Using ADA 2011 glycaemic categories, 33% (n = 693) of cohort 1 (prediabetes risk) had normal glucose regulation and 67% (n = 1419) had impaired glucose regulation. Seventy-six per cent of participants in cohort 1 was male. Cohort 1 participants had the following characteristics (mean ± SD) at baseline: age 62 (6.2) years; BMI 27.9 (4.0) kg/m; fasting glucose 5.7 (0.6) mmol/l; 2 h glucose 5.9 (1.6) mmol/l. At the final follow-up examination the participants' clinical characteristics were as follows: fasting glucose 6.0 (0.6) mmol/l; 2 h OGTT glucose 6.5 (2.0) mmol/l. In cohort 2 (diabetes), 66% (n = 517) were treated by lifestyle modification and 34% (n = 272) were treated with metformin plus lifestyle modification at enrolment. Fifty-eight per cent of participants in cohort 2 was male. Cohort 2 participants had the following characteristics at baseline: age 62 (8.1) years; BMI 30.5 (5.0) kg/m; fasting glucose 7.2 (1.4) mmol/l; 2 h glucose 8.6 (2.8) mmol/l. At the final follow-up examination, the participants' clinical characteristics were as follows: fasting glucose 7.9 (2.0) mmol/l; 2 h mixed-meal tolerance test glucose 9.9 (3.4) mmol/l.

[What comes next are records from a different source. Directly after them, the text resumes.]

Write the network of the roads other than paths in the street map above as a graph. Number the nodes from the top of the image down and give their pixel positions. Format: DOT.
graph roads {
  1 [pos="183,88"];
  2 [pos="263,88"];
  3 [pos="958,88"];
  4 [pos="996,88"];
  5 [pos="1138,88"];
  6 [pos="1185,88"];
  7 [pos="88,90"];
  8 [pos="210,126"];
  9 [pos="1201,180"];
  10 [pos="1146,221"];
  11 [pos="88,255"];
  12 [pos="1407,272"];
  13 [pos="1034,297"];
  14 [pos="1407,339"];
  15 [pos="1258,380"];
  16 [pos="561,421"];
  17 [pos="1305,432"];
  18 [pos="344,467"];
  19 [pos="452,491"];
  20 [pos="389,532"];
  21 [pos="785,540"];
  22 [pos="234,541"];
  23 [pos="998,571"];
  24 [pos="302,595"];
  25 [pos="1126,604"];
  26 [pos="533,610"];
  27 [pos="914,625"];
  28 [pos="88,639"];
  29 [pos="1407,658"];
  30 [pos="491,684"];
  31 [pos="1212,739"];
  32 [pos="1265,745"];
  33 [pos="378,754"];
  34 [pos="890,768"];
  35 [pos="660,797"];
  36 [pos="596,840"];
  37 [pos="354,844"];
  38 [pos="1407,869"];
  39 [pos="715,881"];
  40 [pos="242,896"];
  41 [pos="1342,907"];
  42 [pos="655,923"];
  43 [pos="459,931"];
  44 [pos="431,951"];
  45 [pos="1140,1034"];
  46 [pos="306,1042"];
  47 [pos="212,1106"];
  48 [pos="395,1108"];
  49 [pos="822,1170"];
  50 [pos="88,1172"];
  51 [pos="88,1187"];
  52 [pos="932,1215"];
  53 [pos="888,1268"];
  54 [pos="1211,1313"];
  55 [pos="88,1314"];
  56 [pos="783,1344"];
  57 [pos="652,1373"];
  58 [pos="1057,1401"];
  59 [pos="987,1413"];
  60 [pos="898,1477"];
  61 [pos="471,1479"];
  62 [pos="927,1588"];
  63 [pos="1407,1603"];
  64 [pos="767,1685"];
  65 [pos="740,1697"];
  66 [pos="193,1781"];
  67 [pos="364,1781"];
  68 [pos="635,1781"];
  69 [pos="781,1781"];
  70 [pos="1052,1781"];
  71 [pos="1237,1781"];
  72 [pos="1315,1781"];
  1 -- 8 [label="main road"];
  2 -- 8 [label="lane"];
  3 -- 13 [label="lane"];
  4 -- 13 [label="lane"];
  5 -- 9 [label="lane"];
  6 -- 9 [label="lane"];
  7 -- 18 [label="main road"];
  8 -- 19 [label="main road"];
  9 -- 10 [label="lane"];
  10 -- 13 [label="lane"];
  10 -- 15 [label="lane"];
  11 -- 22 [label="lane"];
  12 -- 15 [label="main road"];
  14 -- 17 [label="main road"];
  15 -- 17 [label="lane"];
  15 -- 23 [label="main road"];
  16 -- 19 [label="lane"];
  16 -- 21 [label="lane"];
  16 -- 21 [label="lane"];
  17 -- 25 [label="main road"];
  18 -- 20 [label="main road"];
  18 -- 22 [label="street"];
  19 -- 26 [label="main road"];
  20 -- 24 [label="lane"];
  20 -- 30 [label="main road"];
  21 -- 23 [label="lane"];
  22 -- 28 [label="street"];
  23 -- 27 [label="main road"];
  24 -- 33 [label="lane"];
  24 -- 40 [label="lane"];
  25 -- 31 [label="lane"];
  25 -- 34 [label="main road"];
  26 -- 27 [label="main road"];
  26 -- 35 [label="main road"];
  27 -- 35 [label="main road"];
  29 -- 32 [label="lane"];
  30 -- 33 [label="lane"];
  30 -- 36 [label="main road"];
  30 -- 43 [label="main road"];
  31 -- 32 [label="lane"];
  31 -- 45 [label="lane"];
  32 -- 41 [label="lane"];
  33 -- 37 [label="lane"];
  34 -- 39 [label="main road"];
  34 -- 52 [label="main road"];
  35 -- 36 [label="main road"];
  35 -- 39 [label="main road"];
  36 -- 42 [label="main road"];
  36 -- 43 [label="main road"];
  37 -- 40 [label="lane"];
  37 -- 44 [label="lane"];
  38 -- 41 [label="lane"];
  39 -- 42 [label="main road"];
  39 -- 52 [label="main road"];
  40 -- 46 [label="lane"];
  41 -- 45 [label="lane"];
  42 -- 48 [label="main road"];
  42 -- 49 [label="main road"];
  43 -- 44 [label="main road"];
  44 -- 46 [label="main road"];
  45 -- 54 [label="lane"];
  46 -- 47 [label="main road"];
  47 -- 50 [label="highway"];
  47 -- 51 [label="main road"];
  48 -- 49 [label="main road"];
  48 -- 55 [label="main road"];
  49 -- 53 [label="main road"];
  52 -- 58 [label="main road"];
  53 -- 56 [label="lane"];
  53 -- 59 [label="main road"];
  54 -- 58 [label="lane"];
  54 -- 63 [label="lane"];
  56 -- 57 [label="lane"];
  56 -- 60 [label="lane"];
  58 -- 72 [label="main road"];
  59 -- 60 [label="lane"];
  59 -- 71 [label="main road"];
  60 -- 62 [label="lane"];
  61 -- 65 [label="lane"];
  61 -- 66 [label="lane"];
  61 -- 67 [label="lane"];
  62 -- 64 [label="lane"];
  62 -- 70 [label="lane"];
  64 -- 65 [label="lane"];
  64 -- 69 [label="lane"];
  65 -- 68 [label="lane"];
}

The IMI DIRECT cohorts are intensely characterised, with a wide-variety of metabolically relevant measures assessed prospectively. We anticipate that the cohorts, made available through managed access, will provide a powerful resource for biomarker discovery, multivariate aetiological analyses and reclassification of patients for the prevention and treatment of type 2 diabetes.